Teacher burnout can be mitigated by building resilience
- Elena Aguilar, a coach, author and consultant, defines teacher burnout as physical and emotional exhaustion brought on by unrelenting stress.
- She writes for Edutopia that teachers need to learn to recognize early signs of burnout and incorporate strategies to protect themselves physically and emotionally if they are to remain effective in the classroom because rates of depression and anxiety are higher than average for teachers.
- If teacher burnout is a common problem within a school or school district, this is a symptom of a dysfunctional system that has issues that need to be addressed in order to cultivate and environment in which teachers can thrive.

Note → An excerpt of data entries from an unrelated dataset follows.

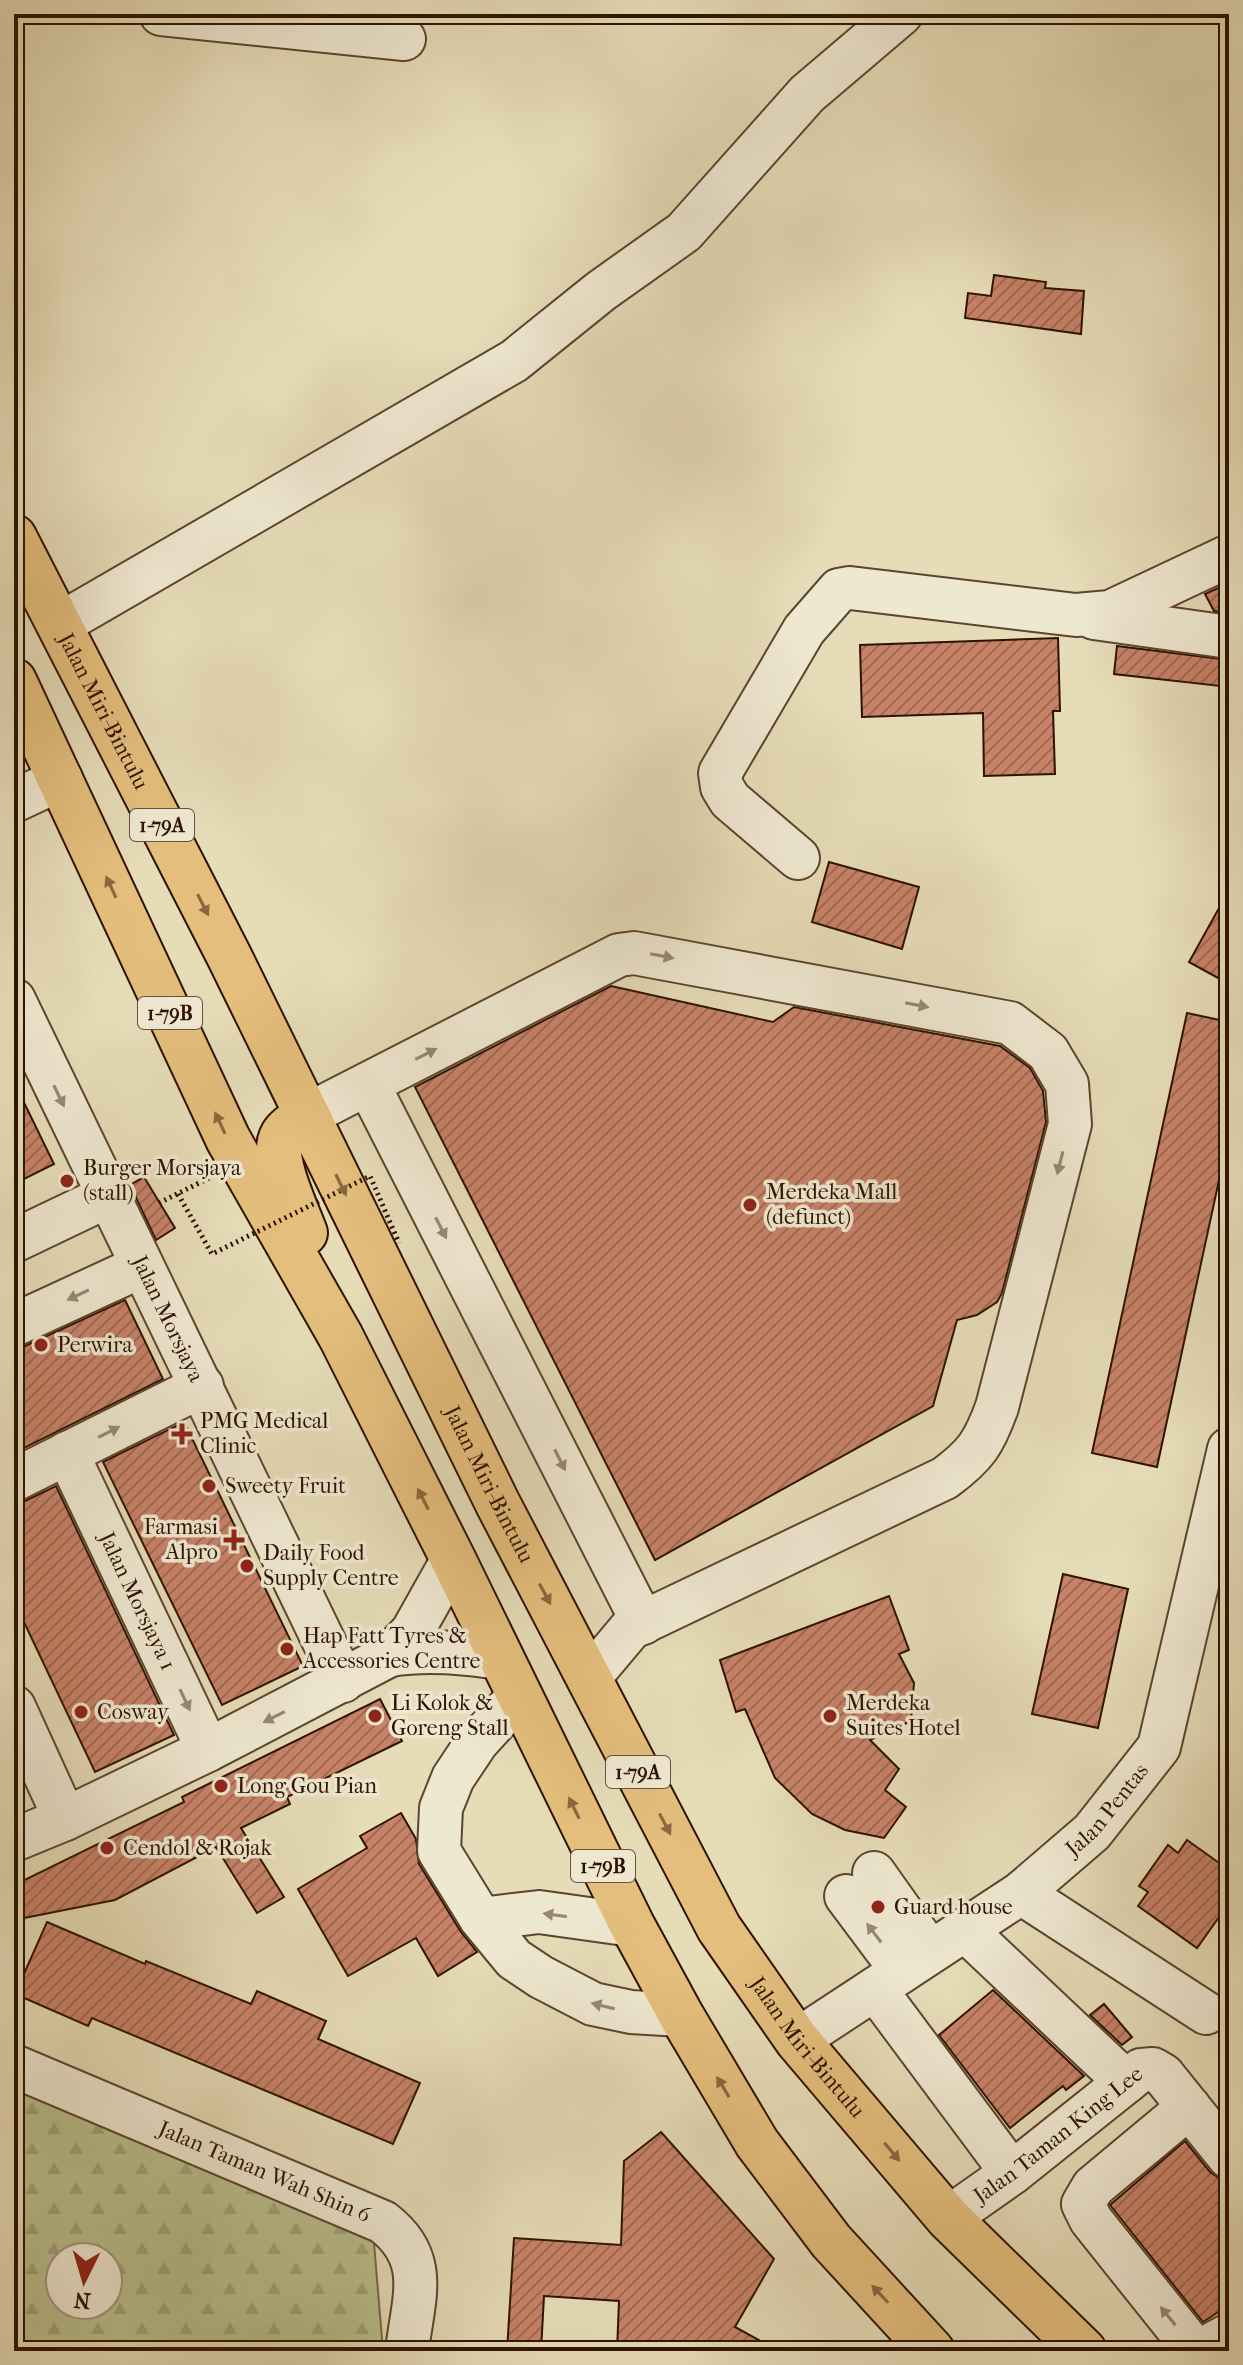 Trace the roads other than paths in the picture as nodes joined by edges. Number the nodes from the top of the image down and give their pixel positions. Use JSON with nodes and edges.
{"nodes":[{"id":1,"x":161,"y":14,"type":"edge"},
{"id":2,"x":901,"y":14,"type":"edge"},
{"id":3,"x":404,"y":39,"type":"dead end"},
{"id":4,"x":14,"y":537,"type":"edge"},
{"id":5,"x":1229,"y":556,"type":"edge"},
{"id":6,"x":1076,"y":615,"type":"junction"},
{"id":7,"x":60,"y":624,"type":"junction"},
{"id":8,"x":1229,"y":637,"type":"edge"},
{"id":9,"x":14,"y":681,"type":"edge"},
{"id":10,"x":61,"y":779,"type":"junction"},
{"id":11,"x":14,"y":801,"type":"edge"},
{"id":12,"x":798,"y":858,"type":"dead end"},
{"id":13,"x":14,"y":1000,"type":"edge"},
{"id":14,"x":26,"y":1056,"type":"edge"},
{"id":15,"x":368,"y":1084,"type":"junction"},
{"id":16,"x":307,"y":1115,"type":"junction"},
{"id":17,"x":108,"y":1196,"type":"junction"},
{"id":18,"x":14,"y":1241,"type":"edge"},
{"id":19,"x":142,"y":1266,"type":"junction"},
{"id":20,"x":14,"y":1325,"type":"edge"},
{"id":21,"x":341,"y":1337,"type":"junction"},
{"id":22,"x":202,"y":1386,"type":"junction"},
{"id":23,"x":1229,"y":1449,"type":"edge"},
{"id":24,"x":67,"y":1453,"type":"junction"},
{"id":25,"x":14,"y":1480,"type":"edge"},
{"id":26,"x":453,"y":1559,"type":"junction"},
{"id":27,"x":643,"y":1623,"type":"junction"},
{"id":28,"x":390,"y":1655,"type":"junction"},
{"id":29,"x":510,"y":1677,"type":"junction"},
{"id":30,"x":589,"y":1678,"type":"junction"},
{"id":31,"x":343,"y":1681,"type":"junction"},
{"id":32,"x":14,"y":1707,"type":"edge"},
{"id":33,"x":208,"y":1750,"type":"junction"},
{"id":34,"x":65,"y":1819,"type":"junction"},
{"id":35,"x":14,"y":1840,"type":"edge"},
{"id":36,"x":860,"y":1884,"type":"dead end"},
{"id":37,"x":1021,"y":1893,"type":"junction"},
{"id":38,"x":481,"y":1919,"type":"junction"},
{"id":39,"x":632,"y":1925,"type":"junction"},
{"id":40,"x":965,"y":1930,"type":"junction"},
{"id":41,"x":902,"y":1971,"type":"junction"},
{"id":42,"x":1206,"y":2013,"type":"dead end"},
{"id":43,"x":681,"y":2015,"type":"junction"},
{"id":44,"x":797,"y":2040,"type":"junction"},
{"id":45,"x":14,"y":2066,"type":"edge"},
{"id":46,"x":1126,"y":2082,"type":"junction"},
{"id":47,"x":1189,"y":2107,"type":"junction"},
{"id":48,"x":1229,"y":2157,"type":"edge"},
{"id":49,"x":1012,"y":2173,"type":"junction"},
{"id":50,"x":948,"y":2218,"type":"junction"},
{"id":51,"x":1229,"y":2335,"type":"edge"},
{"id":52,"x":407,"y":2351,"type":"edge"},
{"id":53,"x":932,"y":2351,"type":"edge"},
{"id":54,"x":1084,"y":2351,"type":"edge"}],
"edges":[{"from":1,"to":3,"type":"street"},
{"from":2,"to":7,"type":"street"},
{"from":4,"to":7,"type":"highway","name":"Jalan Miri-Bintulu","number":"1-79A"},
{"from":5,"to":6,"type":"street"},
{"from":6,"to":8,"type":"street"},
{"from":6,"to":12,"type":"street"},
{"from":7,"to":16,"type":"highway","name":"Jalan Miri-Bintulu","number":"1-79A","one_way":true},
{"from":9,"to":10,"type":"highway","number":"1-79B"},
{"from":10,"to":11,"type":"street"},
{"from":21,"to":10,"type":"highway","number":"1-79B","one_way":true},
{"from":13,"to":14,"type":"street","name":"Jalan Morsjaya"},
{"from":14,"to":17,"type":"street","name":"Jalan Morsjaya","one_way":true},
{"from":15,"to":16,"type":"street"},
{"from":15,"to":27,"type":"street","one_way":true},
{"from":15,"to":27,"type":"street","one_way":true},
{"from":16,"to":21,"type":"highway"},
{"from":16,"to":30,"type":"highway","name":"Jalan Miri-Bintulu","number":"1-79A","one_way":true},
{"from":17,"to":18,"type":"street"},
{"from":17,"to":19,"type":"street","name":"Jalan Morsjaya"},
{"from":19,"to":20,"type":"street","one_way":true},
{"from":19,"to":22,"type":"street","name":"Jalan Morsjaya"},
{"from":26,"to":21,"type":"highway","number":"1-79B","one_way":true},
{"from":24,"to":22,"type":"street","one_way":true},
{"from":22,"to":31,"type":"street","name":"Jalan Morsjaya"},
{"from":23,"to":37,"type":"street","name":"Jalan Pentas"},
{"from":24,"to":25,"type":"street"},
{"from":24,"to":33,"type":"street","name":"Jalan Morsjaya 1","one_way":true},
{"from":26,"to":28,"type":"street"},
{"from":26,"to":29,"type":"highway","number":"1-79B"},
{"from":27,"to":30,"type":"street"},
{"from":28,"to":29,"type":"street"},
{"from":28,"to":31,"type":"street"},
{"from":29,"to":38,"type":"street"},
{"from":39,"to":29,"type":"highway","number":"1-79B","one_way":true},
{"from":30,"to":44,"type":"highway","name":"Jalan Miri-Bintulu","number":"1-79A","one_way":true},
{"from":31,"to":33,"type":"street","one_way":true},
{"from":32,"to":34,"type":"street"},
{"from":33,"to":34,"type":"street"},
{"from":34,"to":35,"type":"street"},
{"from":36,"to":41,"type":"street"},
{"from":37,"to":40,"type":"street","name":"Jalan Pentas"},
{"from":37,"to":42,"type":"street"},
{"from":39,"to":38,"type":"street","one_way":true},
{"from":43,"to":38,"type":"street","one_way":true},
{"from":39,"to":43,"type":"highway","number":"1-79B"},
{"from":40,"to":41,"type":"street","name":"Jalan Pentas"},
{"from":40,"to":46,"type":"street"},
{"from":41,"to":44,"type":"street","name":"Jalan Pentas"},
{"from":41,"to":49,"type":"street"},
{"from":53,"to":43,"type":"highway","number":"1-79B","one_way":true},
{"from":44,"to":50,"type":"highway","name":"Jalan Miri-Bintulu","number":"1-79A","one_way":true},
{"from":45,"to":52,"type":"street","name":"Jalan Taman Wah Shin 6"},
{"from":46,"to":47,"type":"street","name":"Jalan Taman King Lee"},
{"from":46,"to":49,"type":"street","name":"Jalan Taman King Lee"},
{"from":47,"to":48,"type":"street","name":"Jalan Taman King Lee"},
{"from":51,"to":47,"type":"street","one_way":true},
{"from":49,"to":50,"type":"street","name":"Jalan Taman King Lee"},
{"from":50,"to":54,"type":"highway","name":"Jalan Miri-Bintulu","number":"1-79A"}]}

Sometimes it is tempting for school administrators to dismiss signs or burnout in teachers as “personal problems,” “personality conflicts,” or “a highly-strung individual.” However, teachers are on the battlefront day after day in an environment where they are pressured by demanding students, teachers and administrators. It is easy to see why so many teachers are under stress. Some studies show that 25% of teachers are diagnosed with depression. If these issue are not addressed, some teachers turn to self-medication such as alcohol, drugs or tobacco to deal with the symptoms, while others leave the profession altogether. None of these scenarios benefit students or the school district.
However, some teachers see asking for help with these issues as a sign of weakness. Administrators and school leaders need to cultivate an understanding and supportive environment where teachers feel safe about discussing the issues they are facing. Along with professional development designed to improve classroom performance, school leaders need to teach teachers how to build emotional resilience, spot warning signs of burnout in themselves and their colleagues, and incorporate strategies to prevent and mitigate these issues.
This article also gives several strategies school administrators can us to help prevent burnout including giving teachers positive feedback regularly and helping teachers see their impact and efficacy. Teachers need to be reminded of their importance and the role they play in shaping young lives. Teachers also need to be given a sense of control. In a report published by ERIC entitled “Understanding and Preventing Teacher Burnout,” the authors note that “organizational practices that prevent teacher burnout are generally those that allow teachers some control over their daily challenges.”